Uninhabited member of the Queen Elizabeth Islands, Nunavut, Canada

Bathurst Island is one of the Queen Elizabeth Islands in Nunavut, Canada. It is a member of the Arctic Archipelago. An uninhabited island, the area is estimated at 116,050.61 km2, and about 160 mi long and from 50 to 100 mi wide, making it Canada's 13th largest island. It is located between Devon Island and Cornwallis Island in the east, and Melville Island in the west. Four small islands of Cameron, Vanier, Massey and Alexander lie in its northwest.
The island is low-lying with few parts higher than 330 m in elevation. The highest point is 412 m at Stokes Mountain in the Stokes Range. This in turn forms part of the Arctic Cordillera mountain system. Good soil conditions produce abundant vegetation and support a more prolific wildlife population than other Arctic islands.
The island contains both the International Biological Program site Polar Bear Pass and Qausuittuq National Park.

==History==
The island was first inhabited by Independence I culture peoples around 2000 BC. They were followed by Independence II, Pre-Dorset, and Dorset cultures. On the eastern coast lies Brooman Point Village. The site has been occupied by the Dorset, Paleo-Eskimo and the Thule people around AD 1000, conceivably during a warmer climate episode. At the time of European arrival in the 1800s, nobody was living there, but Inuit in the region likely knew of its abundant wildlife, and possibly travelled there on hunting trips. William Edward Parry was the first European to discover the island in 1819, charting its southern coast. It was named for Henry Bathurst, 3rd Earl Bathurst, British Secretary of State for War and the Colonies 1812–1827. Robert Dawes Aldrich charted much of its west coast in 1851, while George Henry Richards and Sherard Osborn charted its north coast in 1853.

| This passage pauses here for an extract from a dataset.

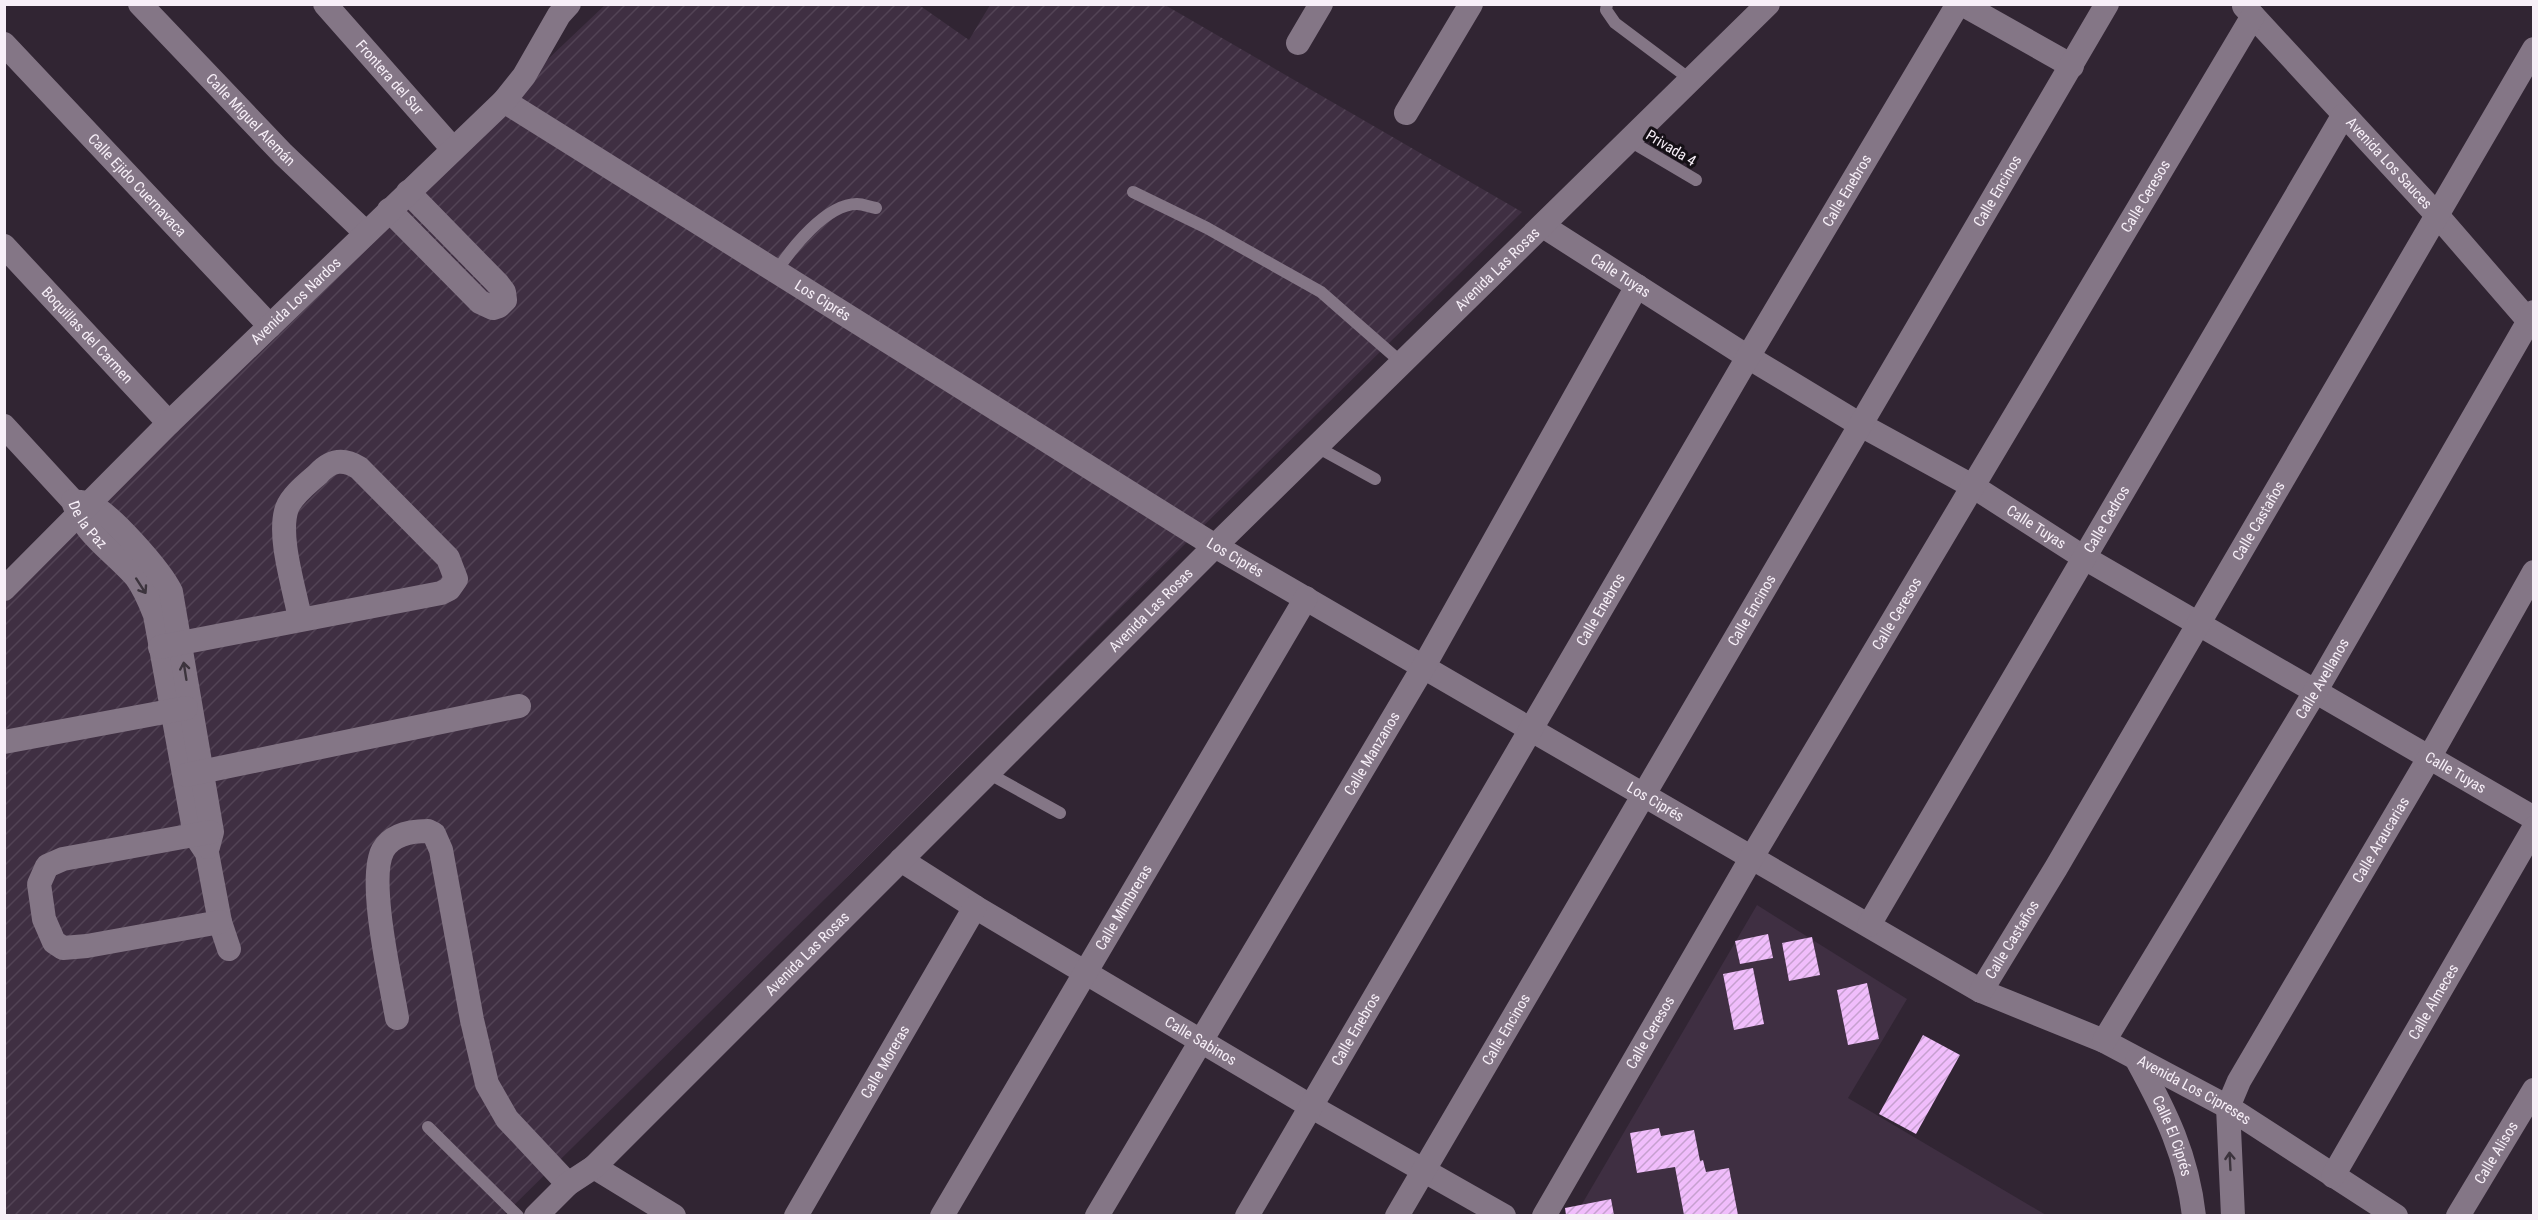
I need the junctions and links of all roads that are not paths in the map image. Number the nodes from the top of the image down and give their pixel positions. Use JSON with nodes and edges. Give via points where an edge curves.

The Earth's North magnetic pole tracked northwards across Bathurst and Seymour Islands during the 1960s and 1970s. The Canadian National Museum of Natural Sciences, led by renowned Arctic biologist Stewart D. Macdonald, curator of Vertebrate Ethology, established a permanent High Arctic Research Station there in 1973. Located on the Goodsir River in Polar Bear Pass, the station was staffed seasonally until the 1980s.